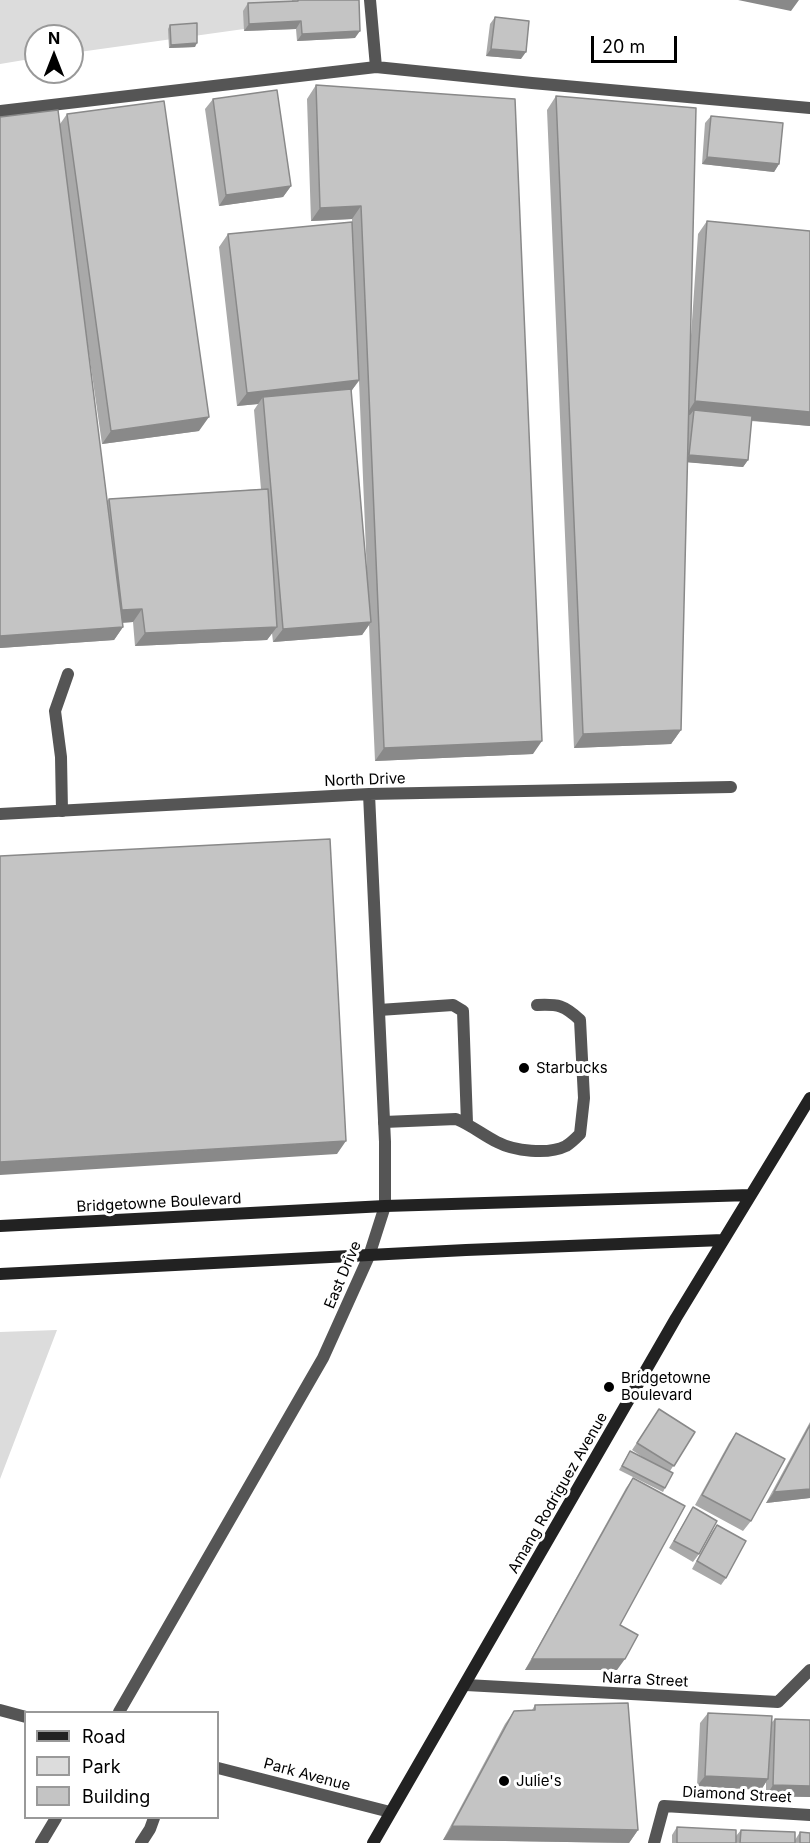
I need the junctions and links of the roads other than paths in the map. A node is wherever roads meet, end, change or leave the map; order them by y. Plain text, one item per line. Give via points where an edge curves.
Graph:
1 (370, 0) edge
2 (376, 67) junction
3 (810, 108) edge
4 (0, 111) edge
5 (68, 674) dead end
6 (731, 787) dead end
7 (369, 794) junction
8 (62, 811) junction
9 (0, 814) edge
10 (537, 1005) dead end
11 (379, 1010) junction
12 (810, 1098) edge
13 (384, 1122) junction
14 (467, 1123) junction
15 (751, 1195) junction
16 (385, 1206) junction
17 (0, 1226) edge
18 (723, 1240) junction
19 (369, 1256) junction
20 (0, 1274) edge
21 (810, 1670) edge
22 (466, 1685) junction
23 (0, 1710) edge
24 (120, 1711) edge
25 (24, 1716) edge
26 (219, 1767) edge
27 (390, 1812) junction
28 (810, 1815) edge
29 (55, 1819) edge
30 (154, 1819) edge
31 (41, 1843) edge
32 (141, 1843) edge
33 (373, 1843) edge
34 (654, 1843) edge

1 - 2 street
2 - 3 street
2 - 4 street
5 - 8 street via 55,711
6 - 7 street, North Drive
7 - 8 street, North Drive
7 - 11 street, East Drive
8 - 9 street, North Drive
10 - 14 street via 556,1004 579,1020 584,1098 580,1134 565,1147 515,1150
11 - 13 street, East Drive
11 - 14 street via 453,1005 463,1011
12 - 15 street, Amang Rodriguez Avenue
13 - 14 street via 456,1119
13 - 16 street, East Drive
15 - 16 street, Bridgetowne Boulevard
15 - 18 street, Amang Rodriguez Avenue
16 - 17 street, Bridgetowne Boulevard
16 - 19 street, East Drive
18 - 19 street
18 - 22 street, Amang Rodriguez Avenue
19 - 20 street
19 - 24 street, East Drive via 323,1358
21 - 22 street, Narra Street via 778,1702
22 - 27 street, Amang Rodriguez Avenue
23 - 25 street
26 - 27 street, Park Avenue
27 - 33 street, Amang Rodriguez Avenue
28 - 34 street, Diamond Street via 664,1806
29 - 31 street
30 - 32 street

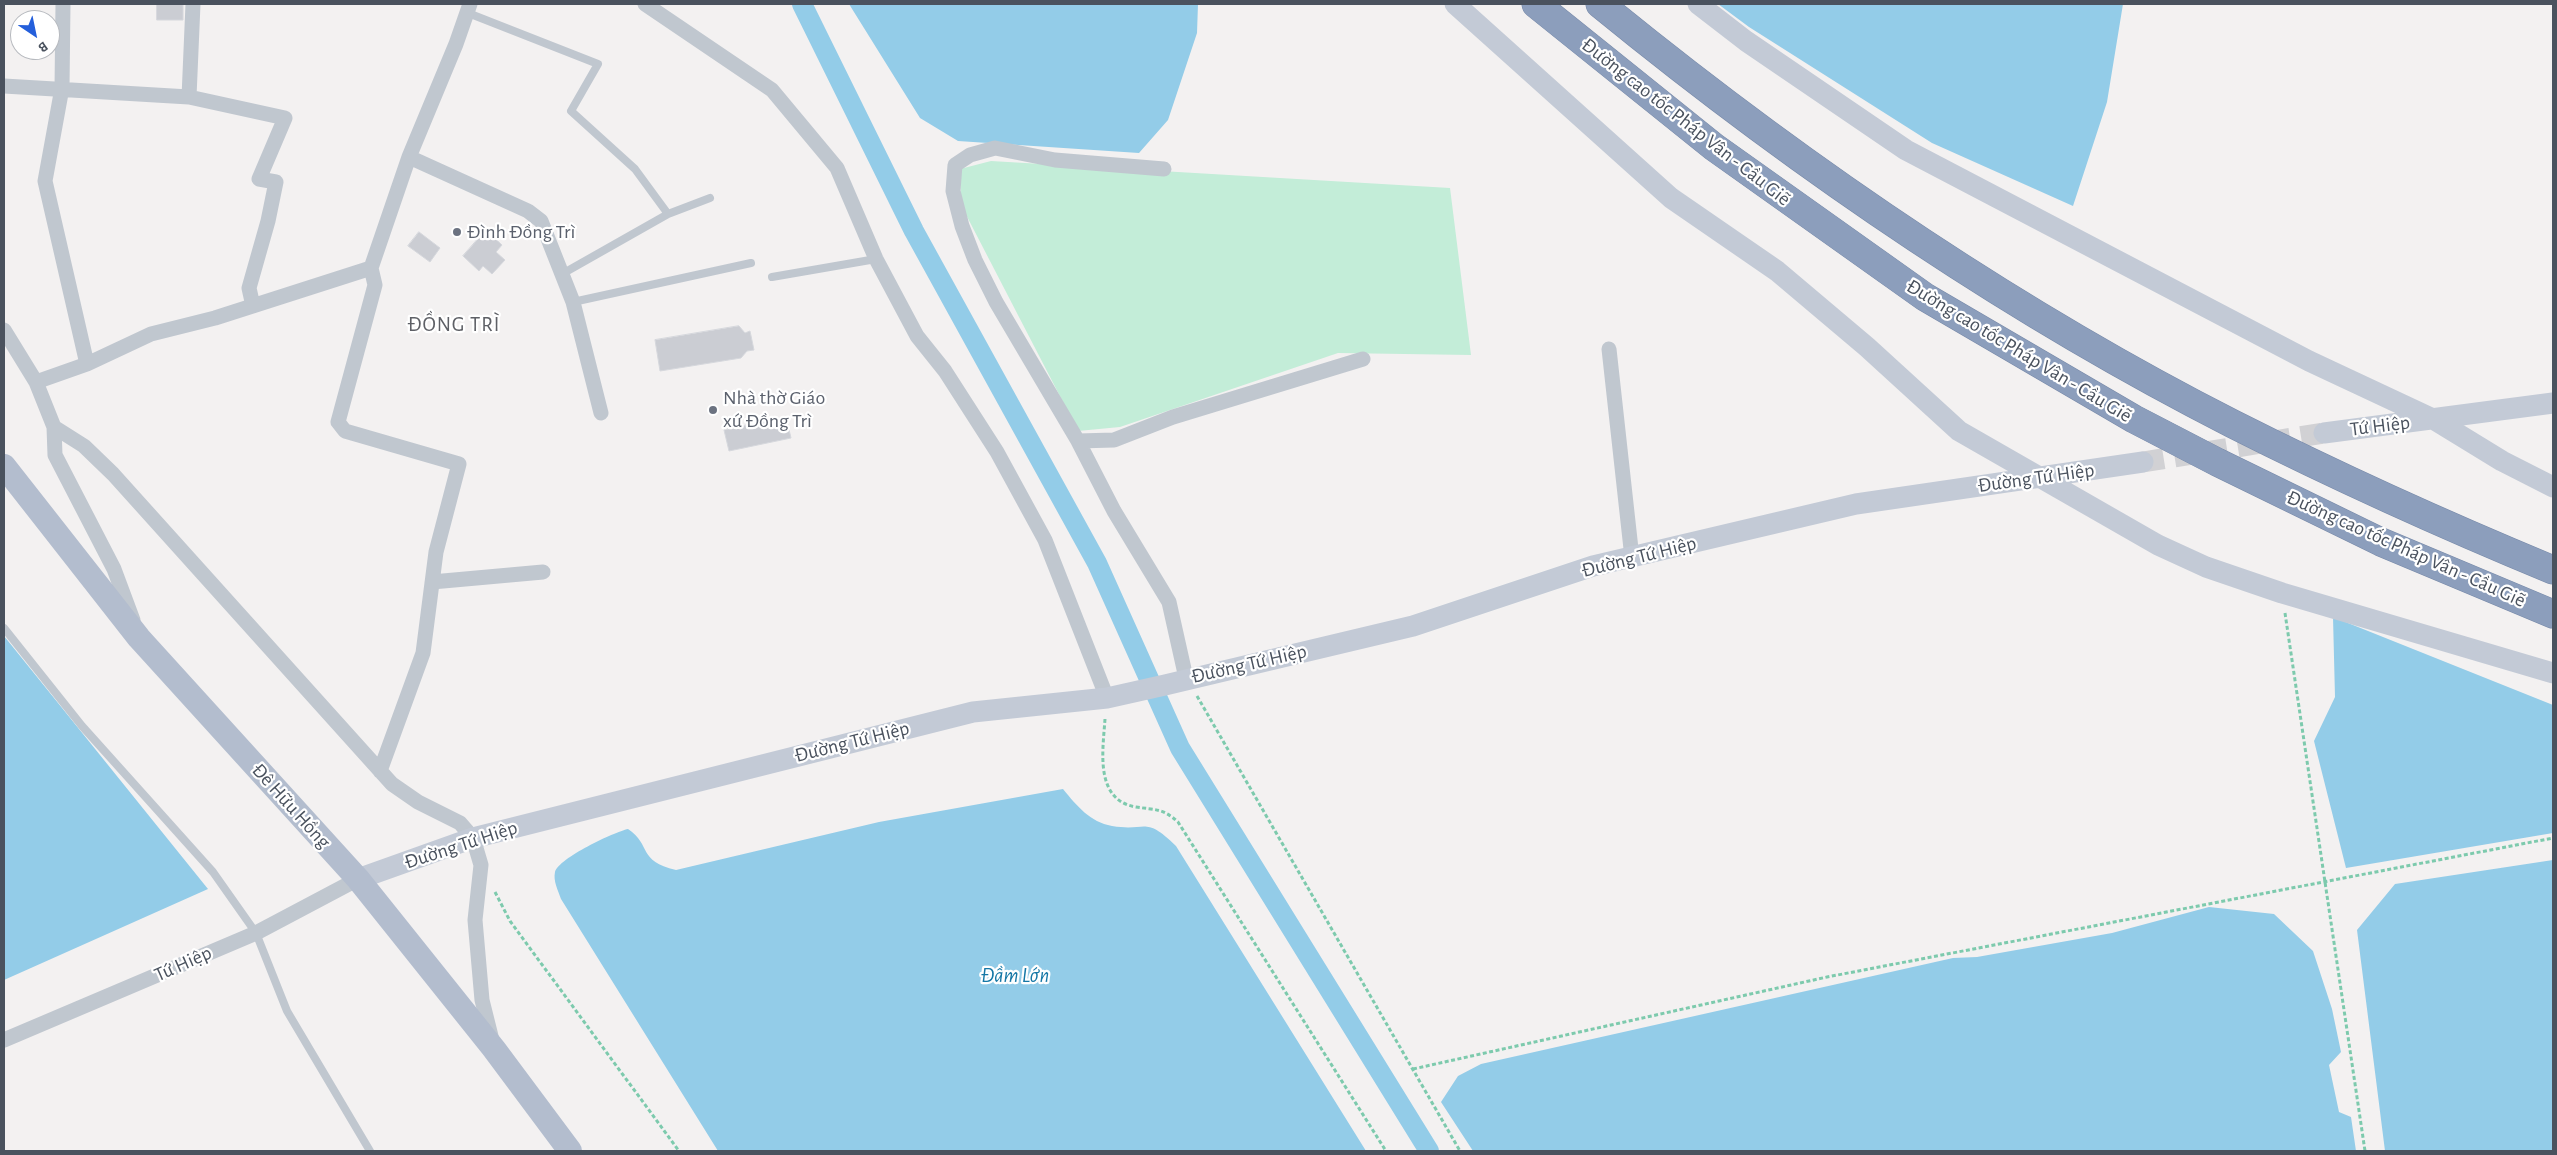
******************************
_Try it:_ The data above must be written out again word for word, without its pictures.

_Completed task:_
I need the junctions and links of the roads other than paths in the map. A node is wherever roads meet, end, change or leave the map; order them by y. Plain text, one item per line. Give via points where an edge curves.
Graph:
1 (370, 0) edge
2 (376, 67) junction
3 (810, 108) edge
4 (0, 111) edge
5 (68, 674) dead end
6 (731, 787) dead end
7 (369, 794) junction
8 (62, 811) junction
9 (0, 814) edge
10 (537, 1005) dead end
11 (379, 1010) junction
12 (810, 1098) edge
13 (384, 1122) junction
14 (467, 1123) junction
15 (751, 1195) junction
16 (385, 1206) junction
17 (0, 1226) edge
18 (723, 1240) junction
19 (369, 1256) junction
20 (0, 1274) edge
21 (810, 1670) edge
22 (466, 1685) junction
23 (0, 1710) edge
24 (120, 1711) edge
25 (24, 1716) edge
26 (219, 1767) edge
27 (390, 1812) junction
28 (810, 1815) edge
29 (55, 1819) edge
30 (154, 1819) edge
31 (41, 1843) edge
32 (141, 1843) edge
33 (373, 1843) edge
34 (654, 1843) edge

1 - 2 street
2 - 3 street
2 - 4 street
5 - 8 street via 55,711
6 - 7 street, North Drive
7 - 8 street, North Drive
7 - 11 street, East Drive
8 - 9 street, North Drive
10 - 14 street via 556,1004 579,1020 584,1098 580,1134 565,1147 515,1150
11 - 13 street, East Drive
11 - 14 street via 453,1005 463,1011
12 - 15 street, Amang Rodriguez Avenue
13 - 14 street via 456,1119
13 - 16 street, East Drive
15 - 16 street, Bridgetowne Boulevard
15 - 18 street, Amang Rodriguez Avenue
16 - 17 street, Bridgetowne Boulevard
16 - 19 street, East Drive
18 - 19 street
18 - 22 street, Amang Rodriguez Avenue
19 - 20 street
19 - 24 street, East Drive via 323,1358
21 - 22 street, Narra Street via 778,1702
22 - 27 street, Amang Rodriguez Avenue
23 - 25 street
26 - 27 street, Park Avenue
27 - 33 street, Amang Rodriguez Avenue
28 - 34 street, Diamond Street via 664,1806
29 - 31 street
30 - 32 street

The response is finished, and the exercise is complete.